Marx's notion of a `metabolic rift' between humanity and the rest of nature, are

key to achieving ecological sanity.

Foster makes his case convincingly and on the way reveals much fascinating

detail. For example, he relates the story of Britain's fertiliser imperialism in

the 19th century, when guano (bird shit to be precise) was transported from Peru

to farms in Britain. His account of the Brando film Burn! from the director of

The Battle of Algiers is also fascinating as an example of green left popular

culture.

Foster finishes by identifying the advance of socialist governments in Latin

America committed to ecological policies as a source of hope. Cuba's commitment

to permaculture and renewable energy, along with similar policies in Venezuela,

are noted. However, Foster argues that the ecological revolution must be made at

the centre of the global system in countries in North America and Europe.

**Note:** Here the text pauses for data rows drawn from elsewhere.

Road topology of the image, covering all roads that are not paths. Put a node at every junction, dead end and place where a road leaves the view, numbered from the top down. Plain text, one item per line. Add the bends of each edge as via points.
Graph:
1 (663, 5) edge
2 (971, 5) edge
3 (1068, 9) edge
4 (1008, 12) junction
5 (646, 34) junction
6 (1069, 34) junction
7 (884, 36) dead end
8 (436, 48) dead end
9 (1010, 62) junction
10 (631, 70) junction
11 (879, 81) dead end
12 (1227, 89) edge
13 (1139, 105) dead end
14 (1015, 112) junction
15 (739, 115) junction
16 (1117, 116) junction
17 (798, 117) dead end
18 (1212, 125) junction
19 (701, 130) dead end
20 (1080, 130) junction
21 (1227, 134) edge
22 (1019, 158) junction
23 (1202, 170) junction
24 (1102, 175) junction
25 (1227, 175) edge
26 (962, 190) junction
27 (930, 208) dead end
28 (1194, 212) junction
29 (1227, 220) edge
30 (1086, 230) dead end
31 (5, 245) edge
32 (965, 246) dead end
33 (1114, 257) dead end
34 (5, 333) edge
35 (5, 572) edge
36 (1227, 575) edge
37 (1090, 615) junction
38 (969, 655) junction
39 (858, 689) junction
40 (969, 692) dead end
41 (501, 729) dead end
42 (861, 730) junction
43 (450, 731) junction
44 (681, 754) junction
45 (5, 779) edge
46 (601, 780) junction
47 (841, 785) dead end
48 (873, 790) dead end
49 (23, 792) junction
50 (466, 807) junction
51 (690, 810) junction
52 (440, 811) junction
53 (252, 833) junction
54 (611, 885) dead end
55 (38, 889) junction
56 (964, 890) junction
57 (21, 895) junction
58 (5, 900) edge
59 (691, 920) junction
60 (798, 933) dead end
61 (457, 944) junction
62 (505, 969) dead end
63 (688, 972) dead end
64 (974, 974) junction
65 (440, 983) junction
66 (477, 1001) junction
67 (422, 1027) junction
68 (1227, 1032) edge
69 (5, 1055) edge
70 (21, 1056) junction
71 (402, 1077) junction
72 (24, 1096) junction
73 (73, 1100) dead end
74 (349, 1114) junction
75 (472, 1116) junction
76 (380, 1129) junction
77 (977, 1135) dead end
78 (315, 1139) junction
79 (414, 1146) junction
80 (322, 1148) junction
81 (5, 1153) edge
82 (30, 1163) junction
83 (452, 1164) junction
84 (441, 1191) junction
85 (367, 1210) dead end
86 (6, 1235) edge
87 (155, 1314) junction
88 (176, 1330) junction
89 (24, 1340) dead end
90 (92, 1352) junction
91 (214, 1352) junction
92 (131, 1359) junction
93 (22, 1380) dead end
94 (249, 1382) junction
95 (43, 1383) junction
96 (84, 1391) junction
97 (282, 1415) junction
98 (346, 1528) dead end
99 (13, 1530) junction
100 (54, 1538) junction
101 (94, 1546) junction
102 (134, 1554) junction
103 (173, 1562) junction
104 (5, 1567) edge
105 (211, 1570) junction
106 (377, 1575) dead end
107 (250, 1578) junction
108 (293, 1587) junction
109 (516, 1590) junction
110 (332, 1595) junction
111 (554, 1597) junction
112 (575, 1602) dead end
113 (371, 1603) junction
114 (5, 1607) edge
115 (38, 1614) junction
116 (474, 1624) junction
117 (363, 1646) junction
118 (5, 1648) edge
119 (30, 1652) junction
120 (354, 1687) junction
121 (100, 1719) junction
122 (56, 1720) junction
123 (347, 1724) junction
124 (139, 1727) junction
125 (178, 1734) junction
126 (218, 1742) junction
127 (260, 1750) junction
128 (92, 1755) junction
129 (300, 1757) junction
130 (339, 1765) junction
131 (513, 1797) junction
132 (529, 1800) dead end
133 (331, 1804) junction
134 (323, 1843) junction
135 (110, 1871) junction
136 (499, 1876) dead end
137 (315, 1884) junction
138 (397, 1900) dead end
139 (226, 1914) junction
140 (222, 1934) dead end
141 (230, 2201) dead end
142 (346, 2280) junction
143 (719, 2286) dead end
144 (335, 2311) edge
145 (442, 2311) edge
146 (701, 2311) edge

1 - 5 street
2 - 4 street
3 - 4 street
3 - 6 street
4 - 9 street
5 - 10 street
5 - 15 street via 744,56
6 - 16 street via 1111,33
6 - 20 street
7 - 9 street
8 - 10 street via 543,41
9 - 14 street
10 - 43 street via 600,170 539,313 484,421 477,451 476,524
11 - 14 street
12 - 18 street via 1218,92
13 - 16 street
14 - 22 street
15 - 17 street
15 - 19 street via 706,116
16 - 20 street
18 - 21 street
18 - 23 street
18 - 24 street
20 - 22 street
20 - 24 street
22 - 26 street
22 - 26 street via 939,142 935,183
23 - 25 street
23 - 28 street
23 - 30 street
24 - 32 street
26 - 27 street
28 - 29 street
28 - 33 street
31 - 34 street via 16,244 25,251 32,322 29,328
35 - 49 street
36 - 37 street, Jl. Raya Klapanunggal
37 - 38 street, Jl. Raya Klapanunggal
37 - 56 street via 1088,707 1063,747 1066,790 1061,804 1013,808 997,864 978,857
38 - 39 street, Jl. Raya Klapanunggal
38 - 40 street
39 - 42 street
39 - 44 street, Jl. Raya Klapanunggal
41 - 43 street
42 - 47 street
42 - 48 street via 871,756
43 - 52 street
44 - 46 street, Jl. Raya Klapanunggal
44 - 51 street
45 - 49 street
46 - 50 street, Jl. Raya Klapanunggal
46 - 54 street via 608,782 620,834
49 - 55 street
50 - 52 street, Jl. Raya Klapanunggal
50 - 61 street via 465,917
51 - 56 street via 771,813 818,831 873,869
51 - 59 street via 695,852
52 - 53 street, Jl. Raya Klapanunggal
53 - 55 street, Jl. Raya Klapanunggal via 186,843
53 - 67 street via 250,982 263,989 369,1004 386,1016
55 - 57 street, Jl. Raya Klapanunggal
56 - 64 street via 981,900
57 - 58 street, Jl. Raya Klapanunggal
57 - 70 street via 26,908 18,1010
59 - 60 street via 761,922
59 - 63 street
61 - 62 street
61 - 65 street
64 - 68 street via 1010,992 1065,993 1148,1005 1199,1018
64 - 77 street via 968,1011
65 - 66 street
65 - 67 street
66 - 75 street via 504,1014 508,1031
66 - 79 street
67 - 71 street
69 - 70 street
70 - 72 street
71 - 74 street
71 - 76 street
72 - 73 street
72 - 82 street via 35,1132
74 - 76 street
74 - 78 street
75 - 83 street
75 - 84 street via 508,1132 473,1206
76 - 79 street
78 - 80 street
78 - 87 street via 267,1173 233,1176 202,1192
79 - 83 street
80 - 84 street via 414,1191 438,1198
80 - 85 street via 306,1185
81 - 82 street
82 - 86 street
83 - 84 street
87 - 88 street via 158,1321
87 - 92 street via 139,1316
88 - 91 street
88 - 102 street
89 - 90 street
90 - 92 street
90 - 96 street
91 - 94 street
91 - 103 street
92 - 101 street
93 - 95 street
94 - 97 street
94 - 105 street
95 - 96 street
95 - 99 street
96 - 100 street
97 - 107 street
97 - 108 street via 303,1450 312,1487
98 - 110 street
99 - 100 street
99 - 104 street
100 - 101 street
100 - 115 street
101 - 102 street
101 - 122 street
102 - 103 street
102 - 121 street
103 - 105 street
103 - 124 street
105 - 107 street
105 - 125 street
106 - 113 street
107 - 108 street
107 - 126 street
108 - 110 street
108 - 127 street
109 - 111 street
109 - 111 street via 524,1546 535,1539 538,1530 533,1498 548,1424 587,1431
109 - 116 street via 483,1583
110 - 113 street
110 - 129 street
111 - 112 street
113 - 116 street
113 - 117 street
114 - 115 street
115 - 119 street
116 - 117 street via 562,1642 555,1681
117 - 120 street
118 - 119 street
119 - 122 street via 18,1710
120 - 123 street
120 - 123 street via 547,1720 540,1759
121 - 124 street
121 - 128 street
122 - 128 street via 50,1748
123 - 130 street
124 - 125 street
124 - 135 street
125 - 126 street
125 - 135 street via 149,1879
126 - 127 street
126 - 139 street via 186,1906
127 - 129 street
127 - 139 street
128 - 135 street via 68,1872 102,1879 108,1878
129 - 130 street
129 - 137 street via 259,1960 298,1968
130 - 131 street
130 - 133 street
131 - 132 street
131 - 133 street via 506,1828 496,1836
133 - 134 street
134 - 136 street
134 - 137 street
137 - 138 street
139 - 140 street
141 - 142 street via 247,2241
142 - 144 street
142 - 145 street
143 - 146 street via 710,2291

Yet there is little discussion of practical efforts to build eco-socialism at

the heart of the book, though there could have been. In Australia in the 1970s,

the trade union leader Jack Mundy led his building workers union into green

bans, where they refused to construct environmentally destructive projects. In

the UK, nuclear waste dumping at sea was halted in the 1980s by trade union

action, and more recently workers occupied the Vestas wind turbine plant

threatened with closure on the Isle of Wight.

The foundation of an Ecosocialist International Network is a sign of the embrace

of ecosocialism by both traditional socialist groups and currents within Green

parties. Climate Camp, in Britain and elsewhere, has social justice and a

rejection of capitalism built into its analysis, and we've seen the advance of

indigenous struggle globally, which is both radically green and based on demands

for socialism.

Greater analysis of these kinds of developments could have made The Ecological

Revolution even stronger. Nonetheless this is a wonderful book which should be

on the must-read list of all serious reds and greens.